Brendon Dennewill: And I guess I wasn’t meaning to geek out on this at all, but the one measurement that we’re seeing more and more now with some of our bigger clients that seems to becoming um a really core metric is net revenue retention, NRR. How often do you see that showing up?
Jennifer Zick: Well, that matters a lot in models where long-term contracts or renewals and subscriptions are present. It’s a different kind of a formula in a consumer relationship where purchases might be transactional or seasonal. But even to make it personal at Authentic, our fractional CMO services are all packaged as retainers. Our CMOs are all paid the same rate. So we offer flat rate retainer pricing. Our contracts are flexible. They’re always the current month plus the next 60 days. So you can see how we can do accurate projections because we have a forward forecast but we also have to be earning and creating value in order to retain that business.

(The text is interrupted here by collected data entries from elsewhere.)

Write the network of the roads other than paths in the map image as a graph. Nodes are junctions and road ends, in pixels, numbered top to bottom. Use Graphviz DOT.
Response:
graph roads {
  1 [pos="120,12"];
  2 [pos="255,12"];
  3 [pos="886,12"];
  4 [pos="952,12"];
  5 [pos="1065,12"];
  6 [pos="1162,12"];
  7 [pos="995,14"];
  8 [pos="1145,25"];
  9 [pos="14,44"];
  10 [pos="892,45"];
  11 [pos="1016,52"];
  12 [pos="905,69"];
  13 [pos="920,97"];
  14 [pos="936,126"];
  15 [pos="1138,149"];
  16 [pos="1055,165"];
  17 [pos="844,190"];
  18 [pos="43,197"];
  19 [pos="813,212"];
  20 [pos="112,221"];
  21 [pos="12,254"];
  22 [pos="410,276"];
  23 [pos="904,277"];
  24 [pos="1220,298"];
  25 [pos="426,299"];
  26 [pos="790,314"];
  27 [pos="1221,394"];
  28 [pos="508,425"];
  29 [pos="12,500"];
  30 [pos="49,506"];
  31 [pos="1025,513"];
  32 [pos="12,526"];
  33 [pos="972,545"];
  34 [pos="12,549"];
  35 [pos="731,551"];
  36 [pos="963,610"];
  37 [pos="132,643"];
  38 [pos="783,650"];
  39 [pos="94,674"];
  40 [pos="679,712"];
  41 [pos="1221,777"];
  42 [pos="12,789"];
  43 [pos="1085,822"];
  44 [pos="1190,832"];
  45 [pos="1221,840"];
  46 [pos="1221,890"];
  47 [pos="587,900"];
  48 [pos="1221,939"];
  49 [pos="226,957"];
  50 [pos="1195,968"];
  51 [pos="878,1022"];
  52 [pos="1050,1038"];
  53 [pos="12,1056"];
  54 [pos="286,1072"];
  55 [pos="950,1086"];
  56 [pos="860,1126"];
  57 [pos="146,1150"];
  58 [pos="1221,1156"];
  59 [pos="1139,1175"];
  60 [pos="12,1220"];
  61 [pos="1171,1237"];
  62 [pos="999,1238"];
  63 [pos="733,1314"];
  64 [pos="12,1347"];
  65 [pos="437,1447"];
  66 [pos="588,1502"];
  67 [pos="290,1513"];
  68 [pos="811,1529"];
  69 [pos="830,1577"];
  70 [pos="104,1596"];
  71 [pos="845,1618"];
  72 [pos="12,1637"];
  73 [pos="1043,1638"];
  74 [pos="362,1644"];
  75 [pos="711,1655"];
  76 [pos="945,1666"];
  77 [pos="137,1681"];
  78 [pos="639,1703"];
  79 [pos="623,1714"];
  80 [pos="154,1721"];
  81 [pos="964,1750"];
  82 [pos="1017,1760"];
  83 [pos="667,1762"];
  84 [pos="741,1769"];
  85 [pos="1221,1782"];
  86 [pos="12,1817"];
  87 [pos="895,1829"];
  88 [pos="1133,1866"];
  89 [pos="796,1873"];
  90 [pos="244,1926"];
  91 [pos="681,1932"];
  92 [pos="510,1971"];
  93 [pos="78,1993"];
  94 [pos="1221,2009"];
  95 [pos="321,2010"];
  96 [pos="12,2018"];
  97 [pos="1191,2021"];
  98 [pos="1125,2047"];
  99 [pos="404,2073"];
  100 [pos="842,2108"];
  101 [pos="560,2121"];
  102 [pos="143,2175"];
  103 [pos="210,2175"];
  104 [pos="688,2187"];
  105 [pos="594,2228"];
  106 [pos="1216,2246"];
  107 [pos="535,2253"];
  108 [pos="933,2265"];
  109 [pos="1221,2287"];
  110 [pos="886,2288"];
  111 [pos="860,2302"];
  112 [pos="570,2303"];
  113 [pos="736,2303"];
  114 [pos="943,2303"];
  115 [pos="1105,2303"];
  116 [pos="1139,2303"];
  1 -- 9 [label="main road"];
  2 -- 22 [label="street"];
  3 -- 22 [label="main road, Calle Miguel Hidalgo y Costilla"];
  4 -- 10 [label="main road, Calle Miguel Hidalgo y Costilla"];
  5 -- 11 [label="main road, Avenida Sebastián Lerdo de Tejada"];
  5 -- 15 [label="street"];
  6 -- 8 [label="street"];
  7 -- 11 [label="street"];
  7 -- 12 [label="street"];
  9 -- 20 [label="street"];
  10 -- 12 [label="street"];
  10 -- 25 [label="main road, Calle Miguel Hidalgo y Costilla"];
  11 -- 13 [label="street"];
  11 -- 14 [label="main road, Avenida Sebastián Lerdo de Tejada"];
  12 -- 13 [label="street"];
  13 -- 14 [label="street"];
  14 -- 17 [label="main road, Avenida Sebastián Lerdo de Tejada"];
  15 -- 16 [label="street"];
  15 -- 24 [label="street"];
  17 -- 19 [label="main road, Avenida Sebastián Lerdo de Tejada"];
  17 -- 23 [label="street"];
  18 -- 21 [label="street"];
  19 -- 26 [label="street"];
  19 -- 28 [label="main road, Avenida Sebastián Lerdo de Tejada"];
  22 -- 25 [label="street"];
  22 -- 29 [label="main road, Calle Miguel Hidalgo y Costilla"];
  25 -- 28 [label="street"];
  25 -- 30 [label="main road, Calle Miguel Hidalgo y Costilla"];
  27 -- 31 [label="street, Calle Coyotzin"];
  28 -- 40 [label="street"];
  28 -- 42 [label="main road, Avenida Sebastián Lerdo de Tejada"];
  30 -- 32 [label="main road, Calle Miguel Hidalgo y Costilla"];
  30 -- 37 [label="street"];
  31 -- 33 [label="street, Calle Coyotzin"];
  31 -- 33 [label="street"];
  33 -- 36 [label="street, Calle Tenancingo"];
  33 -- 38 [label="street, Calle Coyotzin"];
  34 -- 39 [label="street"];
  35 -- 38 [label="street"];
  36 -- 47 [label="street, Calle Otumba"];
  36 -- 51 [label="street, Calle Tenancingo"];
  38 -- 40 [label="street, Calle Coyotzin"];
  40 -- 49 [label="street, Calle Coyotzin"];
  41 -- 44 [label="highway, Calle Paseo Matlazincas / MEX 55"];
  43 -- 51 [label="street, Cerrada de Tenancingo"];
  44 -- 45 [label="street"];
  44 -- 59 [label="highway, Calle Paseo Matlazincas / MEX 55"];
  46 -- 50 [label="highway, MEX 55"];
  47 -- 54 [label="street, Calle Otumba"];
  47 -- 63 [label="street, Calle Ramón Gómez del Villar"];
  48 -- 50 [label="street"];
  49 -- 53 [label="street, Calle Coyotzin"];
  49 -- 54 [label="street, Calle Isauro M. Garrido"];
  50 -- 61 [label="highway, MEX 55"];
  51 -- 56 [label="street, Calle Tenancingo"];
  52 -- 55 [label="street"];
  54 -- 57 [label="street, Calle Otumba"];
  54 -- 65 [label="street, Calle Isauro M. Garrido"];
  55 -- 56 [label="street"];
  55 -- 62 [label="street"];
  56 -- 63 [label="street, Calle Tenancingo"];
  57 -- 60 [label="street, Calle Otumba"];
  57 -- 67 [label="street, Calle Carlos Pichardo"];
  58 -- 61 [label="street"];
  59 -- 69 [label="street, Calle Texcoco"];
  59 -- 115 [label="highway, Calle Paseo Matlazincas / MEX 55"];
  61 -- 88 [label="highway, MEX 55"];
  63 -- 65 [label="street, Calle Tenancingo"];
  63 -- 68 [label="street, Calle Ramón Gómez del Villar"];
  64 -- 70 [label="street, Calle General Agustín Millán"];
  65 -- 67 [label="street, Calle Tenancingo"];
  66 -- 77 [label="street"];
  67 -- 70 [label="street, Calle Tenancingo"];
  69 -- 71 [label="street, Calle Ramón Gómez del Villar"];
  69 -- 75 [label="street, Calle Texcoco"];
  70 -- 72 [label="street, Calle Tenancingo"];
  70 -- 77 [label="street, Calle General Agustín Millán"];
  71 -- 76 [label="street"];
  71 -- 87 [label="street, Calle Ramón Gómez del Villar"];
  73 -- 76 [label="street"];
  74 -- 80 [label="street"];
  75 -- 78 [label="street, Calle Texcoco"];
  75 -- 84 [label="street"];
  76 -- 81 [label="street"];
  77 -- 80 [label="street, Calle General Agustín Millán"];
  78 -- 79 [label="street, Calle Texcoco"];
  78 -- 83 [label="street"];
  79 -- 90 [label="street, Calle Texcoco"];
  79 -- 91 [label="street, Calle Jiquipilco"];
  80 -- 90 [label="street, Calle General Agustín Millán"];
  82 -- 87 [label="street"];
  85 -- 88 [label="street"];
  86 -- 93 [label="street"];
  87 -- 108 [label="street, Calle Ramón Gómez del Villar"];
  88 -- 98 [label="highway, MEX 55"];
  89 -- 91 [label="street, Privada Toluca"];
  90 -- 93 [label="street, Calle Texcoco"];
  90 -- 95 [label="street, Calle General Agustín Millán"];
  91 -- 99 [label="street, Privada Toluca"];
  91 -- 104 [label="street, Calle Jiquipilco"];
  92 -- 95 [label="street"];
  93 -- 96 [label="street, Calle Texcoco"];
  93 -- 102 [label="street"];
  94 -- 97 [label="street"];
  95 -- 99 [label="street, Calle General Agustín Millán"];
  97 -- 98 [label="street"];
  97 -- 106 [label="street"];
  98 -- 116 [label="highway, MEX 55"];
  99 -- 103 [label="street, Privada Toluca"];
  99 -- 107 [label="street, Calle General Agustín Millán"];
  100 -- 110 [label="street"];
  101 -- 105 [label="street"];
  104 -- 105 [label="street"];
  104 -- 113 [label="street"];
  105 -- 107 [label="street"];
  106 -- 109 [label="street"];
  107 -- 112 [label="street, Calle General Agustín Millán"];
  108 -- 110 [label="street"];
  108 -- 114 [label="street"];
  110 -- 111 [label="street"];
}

And it’s a balance of understanding like what is our net recurring revenue month over month, year over year and then when we set our new goals for the year what can we count on for retained revenue versus and then it gives us intelligence for how we think about setting goals, right? like what percent of our revenue is going to come from retained client revenue versus how much do we need to go win net new at what level in order to hit the goals that we have and this kind of balance of metrics driven decision-making and goal setting is what creates healthy cultures because otherwise, I see leadership teams just like shot in the dark goal setting like yep we need to 2x again next year I’m like how are you going to do it who’s responsible for which piece of that how sure are you of your existing customer relationships and they have never answered those questions. It’s just crazy to me.
Brendon Dennewill: Wow. And of course, now you just mentioned the 2x um which I could take the conversation in a whole another direction because um I’m a big believer that that 10x is easier than 2x. Uh anyway, that’s a different conversation for a different day. Jennifer, thank you so much for joining me today. It was so great to catch up and um I wish you and the team at Authentic all the best for 2026.
Jennifer Zick: Thanks, Brendan. It’s always great to have a little reunion with my friends at Denamico and I’m always cheering you on. So, keep up the good work and I’m sure I’ll be seeing you.